Scott Munsterman is a representative from Brookings County. He says as a lawmaker representing a college community, young adults can find themselves in bad situations— they could be faced with choices that may impact someone’s life.
“For instance the situation that this creations, they were out drinking they were underage, something happens to one of their friends, and they’re all the sudden in an ethical dilemma: do they stand by their friend and call an ambulance or bring them somewhere to get help, or do they walk away because they’re scared that they’re going to have to face convictions and those types of things that could change their future,” says Munsterman.

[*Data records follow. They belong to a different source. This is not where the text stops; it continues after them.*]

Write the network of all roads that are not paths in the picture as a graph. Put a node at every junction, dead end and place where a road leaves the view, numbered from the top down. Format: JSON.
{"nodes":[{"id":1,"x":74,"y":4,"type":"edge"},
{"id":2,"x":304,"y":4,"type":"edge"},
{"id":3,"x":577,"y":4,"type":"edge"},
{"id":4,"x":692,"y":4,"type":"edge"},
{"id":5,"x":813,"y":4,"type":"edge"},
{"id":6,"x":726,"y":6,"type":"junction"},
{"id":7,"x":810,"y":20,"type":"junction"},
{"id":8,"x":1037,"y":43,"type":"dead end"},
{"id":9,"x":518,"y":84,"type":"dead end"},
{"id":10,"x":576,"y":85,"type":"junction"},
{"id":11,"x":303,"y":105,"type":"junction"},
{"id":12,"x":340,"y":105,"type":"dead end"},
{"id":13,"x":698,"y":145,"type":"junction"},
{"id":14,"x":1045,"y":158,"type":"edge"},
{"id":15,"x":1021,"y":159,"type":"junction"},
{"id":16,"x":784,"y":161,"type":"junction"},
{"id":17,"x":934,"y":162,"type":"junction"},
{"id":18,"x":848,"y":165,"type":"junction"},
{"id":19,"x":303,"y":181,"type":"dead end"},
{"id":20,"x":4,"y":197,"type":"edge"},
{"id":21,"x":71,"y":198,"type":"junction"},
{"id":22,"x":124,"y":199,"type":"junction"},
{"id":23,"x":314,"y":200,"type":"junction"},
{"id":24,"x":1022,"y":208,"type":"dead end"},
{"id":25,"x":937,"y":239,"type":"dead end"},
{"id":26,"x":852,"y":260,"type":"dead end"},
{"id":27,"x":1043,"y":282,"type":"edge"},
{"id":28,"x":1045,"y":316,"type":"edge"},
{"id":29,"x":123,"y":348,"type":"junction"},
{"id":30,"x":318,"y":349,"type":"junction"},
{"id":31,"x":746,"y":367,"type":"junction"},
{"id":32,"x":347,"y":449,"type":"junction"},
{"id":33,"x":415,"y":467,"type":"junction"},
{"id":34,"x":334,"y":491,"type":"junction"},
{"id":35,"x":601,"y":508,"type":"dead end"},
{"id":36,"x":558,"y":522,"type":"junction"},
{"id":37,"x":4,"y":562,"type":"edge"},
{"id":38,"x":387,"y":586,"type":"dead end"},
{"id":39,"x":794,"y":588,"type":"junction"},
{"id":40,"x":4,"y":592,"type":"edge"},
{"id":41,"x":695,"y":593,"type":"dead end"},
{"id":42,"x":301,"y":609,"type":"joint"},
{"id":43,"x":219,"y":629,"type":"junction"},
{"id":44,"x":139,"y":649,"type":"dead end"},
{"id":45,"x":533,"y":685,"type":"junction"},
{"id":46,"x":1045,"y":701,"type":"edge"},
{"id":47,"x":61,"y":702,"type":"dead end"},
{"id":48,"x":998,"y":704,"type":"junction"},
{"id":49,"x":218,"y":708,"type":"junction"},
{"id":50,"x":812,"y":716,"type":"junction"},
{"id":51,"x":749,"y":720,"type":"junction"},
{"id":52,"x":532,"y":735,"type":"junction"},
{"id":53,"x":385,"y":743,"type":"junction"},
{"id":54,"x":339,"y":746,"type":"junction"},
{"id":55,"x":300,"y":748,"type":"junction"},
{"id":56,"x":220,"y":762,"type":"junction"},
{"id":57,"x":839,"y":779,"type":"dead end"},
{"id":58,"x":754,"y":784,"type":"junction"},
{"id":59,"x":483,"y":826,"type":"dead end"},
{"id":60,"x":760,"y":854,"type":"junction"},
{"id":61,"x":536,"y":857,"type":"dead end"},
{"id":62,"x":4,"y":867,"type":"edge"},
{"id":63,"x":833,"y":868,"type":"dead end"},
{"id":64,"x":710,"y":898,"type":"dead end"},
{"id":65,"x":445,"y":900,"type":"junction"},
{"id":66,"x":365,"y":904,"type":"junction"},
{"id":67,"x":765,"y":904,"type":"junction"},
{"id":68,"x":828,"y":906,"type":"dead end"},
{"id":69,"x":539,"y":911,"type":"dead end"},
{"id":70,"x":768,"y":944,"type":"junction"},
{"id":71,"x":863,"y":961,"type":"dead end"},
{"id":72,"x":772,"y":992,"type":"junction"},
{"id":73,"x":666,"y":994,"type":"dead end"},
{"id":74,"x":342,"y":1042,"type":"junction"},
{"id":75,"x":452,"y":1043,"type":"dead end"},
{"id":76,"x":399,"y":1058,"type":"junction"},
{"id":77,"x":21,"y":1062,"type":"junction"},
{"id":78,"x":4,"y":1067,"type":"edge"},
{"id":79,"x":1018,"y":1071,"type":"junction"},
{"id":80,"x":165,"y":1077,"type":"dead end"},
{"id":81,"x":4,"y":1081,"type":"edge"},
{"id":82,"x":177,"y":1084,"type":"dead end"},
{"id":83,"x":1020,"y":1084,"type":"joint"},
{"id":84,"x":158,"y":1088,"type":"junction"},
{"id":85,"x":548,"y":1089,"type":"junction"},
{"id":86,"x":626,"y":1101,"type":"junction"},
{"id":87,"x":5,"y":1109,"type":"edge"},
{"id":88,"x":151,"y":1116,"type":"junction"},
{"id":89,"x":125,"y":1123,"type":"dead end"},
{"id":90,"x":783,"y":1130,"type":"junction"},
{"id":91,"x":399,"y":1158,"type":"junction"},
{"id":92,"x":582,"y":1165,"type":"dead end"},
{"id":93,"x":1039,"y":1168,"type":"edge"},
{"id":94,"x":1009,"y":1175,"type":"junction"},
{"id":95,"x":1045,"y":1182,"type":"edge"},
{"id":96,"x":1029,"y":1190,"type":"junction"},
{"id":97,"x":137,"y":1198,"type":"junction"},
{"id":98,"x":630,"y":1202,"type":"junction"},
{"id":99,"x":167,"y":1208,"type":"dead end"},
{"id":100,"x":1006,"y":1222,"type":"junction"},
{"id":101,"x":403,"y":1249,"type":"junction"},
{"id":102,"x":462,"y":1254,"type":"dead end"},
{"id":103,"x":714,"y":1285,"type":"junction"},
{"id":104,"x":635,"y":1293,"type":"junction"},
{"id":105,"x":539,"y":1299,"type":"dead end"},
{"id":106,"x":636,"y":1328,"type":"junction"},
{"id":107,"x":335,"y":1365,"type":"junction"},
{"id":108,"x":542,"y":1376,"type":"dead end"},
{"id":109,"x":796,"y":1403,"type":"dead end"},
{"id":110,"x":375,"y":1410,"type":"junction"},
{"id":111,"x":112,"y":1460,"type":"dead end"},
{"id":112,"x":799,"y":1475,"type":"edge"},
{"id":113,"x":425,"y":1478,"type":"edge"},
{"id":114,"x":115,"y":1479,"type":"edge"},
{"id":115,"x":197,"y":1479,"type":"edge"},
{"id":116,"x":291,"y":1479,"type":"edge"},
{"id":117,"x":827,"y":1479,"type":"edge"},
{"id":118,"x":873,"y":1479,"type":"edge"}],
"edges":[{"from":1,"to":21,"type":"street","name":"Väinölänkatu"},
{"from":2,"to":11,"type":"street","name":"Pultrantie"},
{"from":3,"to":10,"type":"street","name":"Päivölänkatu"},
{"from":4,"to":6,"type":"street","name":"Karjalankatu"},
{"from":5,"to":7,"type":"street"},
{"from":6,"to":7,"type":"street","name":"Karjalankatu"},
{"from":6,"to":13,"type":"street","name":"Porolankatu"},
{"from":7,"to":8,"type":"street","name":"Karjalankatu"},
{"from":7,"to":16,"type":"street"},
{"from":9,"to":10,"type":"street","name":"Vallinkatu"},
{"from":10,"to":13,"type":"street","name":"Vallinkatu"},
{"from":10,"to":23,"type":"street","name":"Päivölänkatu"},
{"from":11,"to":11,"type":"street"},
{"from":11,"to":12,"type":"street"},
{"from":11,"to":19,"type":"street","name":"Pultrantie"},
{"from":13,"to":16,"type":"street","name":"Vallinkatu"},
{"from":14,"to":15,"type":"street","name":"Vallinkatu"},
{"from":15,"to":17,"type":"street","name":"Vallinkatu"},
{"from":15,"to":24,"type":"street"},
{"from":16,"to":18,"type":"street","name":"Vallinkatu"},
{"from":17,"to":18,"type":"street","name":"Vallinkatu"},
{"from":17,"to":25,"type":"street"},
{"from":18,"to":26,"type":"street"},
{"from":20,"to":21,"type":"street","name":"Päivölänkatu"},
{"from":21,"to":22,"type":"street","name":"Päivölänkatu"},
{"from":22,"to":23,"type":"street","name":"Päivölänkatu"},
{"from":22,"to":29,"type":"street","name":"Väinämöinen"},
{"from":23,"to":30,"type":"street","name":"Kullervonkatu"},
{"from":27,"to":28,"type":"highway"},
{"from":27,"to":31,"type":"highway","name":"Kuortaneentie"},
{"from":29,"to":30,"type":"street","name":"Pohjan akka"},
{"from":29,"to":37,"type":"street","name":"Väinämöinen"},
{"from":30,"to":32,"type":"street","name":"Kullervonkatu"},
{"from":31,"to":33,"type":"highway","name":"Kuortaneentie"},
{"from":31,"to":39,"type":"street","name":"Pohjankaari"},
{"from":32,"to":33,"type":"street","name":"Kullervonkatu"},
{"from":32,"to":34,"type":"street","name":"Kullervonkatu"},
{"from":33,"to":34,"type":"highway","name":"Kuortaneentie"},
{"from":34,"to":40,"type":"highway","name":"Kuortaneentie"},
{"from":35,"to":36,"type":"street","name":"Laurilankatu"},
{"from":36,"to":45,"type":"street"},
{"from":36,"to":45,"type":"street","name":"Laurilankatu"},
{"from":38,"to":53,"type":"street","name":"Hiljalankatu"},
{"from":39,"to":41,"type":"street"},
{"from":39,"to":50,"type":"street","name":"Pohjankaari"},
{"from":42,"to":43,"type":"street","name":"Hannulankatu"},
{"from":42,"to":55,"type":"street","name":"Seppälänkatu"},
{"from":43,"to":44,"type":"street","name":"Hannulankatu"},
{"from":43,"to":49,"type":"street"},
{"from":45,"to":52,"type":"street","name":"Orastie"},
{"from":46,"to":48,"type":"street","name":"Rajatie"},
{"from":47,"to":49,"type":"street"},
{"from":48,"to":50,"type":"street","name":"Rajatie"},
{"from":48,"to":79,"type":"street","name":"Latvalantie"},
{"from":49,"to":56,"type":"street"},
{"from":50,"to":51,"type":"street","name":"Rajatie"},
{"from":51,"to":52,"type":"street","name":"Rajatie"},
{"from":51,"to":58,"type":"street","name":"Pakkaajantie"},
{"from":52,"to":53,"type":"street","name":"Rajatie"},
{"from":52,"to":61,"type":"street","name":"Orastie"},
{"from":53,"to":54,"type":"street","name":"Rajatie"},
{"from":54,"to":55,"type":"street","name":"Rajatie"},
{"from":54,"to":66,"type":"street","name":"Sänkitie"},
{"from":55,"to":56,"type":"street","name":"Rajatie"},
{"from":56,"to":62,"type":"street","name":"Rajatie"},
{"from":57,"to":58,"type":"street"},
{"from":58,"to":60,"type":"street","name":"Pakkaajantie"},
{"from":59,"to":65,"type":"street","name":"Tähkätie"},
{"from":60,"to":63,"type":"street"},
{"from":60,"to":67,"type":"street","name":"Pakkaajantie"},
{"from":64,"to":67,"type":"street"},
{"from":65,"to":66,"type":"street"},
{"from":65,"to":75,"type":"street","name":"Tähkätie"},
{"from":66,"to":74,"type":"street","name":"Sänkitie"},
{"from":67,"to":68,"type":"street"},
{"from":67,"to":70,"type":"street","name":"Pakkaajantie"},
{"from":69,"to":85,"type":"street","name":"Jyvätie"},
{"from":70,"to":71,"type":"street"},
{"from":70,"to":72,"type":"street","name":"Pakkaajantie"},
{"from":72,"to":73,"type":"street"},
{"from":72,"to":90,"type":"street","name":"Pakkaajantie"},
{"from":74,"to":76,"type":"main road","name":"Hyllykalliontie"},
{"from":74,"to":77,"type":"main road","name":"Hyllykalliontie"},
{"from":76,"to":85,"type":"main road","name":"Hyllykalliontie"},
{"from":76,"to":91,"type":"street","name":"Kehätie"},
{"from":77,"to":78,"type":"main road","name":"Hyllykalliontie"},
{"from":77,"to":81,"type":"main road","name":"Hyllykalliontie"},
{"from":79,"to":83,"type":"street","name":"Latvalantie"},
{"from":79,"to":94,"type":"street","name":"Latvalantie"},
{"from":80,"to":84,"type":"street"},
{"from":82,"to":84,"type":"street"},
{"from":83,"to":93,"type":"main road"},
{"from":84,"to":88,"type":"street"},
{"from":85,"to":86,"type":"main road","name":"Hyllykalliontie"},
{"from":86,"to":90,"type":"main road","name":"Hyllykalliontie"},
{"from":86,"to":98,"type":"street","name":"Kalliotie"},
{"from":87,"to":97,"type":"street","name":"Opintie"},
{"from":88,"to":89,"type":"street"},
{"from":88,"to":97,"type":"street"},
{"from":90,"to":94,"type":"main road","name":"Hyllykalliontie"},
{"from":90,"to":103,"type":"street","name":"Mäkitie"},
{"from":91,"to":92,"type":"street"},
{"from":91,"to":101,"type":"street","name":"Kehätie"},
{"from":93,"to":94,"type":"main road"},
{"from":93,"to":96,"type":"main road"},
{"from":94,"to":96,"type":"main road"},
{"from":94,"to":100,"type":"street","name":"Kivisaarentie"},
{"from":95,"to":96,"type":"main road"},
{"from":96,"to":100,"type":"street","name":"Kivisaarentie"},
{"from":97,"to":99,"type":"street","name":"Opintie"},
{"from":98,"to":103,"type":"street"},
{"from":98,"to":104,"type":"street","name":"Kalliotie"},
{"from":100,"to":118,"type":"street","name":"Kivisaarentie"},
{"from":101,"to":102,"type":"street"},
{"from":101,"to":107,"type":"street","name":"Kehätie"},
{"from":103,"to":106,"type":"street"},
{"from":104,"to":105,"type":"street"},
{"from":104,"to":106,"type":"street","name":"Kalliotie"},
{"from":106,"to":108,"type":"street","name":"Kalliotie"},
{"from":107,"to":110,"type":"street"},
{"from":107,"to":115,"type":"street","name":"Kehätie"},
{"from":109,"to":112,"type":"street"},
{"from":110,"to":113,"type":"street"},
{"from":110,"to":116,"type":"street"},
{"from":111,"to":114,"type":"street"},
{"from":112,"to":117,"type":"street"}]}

After calling for help, the person must remain at the scene until law enforcement or medical personal arrive. Receiving limited immunity means the person is exempt from prosecution limited only to that offense.
Munsterman says the bill removes barriers from people helping others.
“Really the key is that when people are vulnerable, meaning a life or death type situation, we as a society have to come around to those people and we have to make sure we eliminate anything that would keep us from helping them. Not matter what type of situation transpired to bring them to that stage,” says Munsterman.
After failing in the past, the bill was approved almost unanimously during the 2016 session.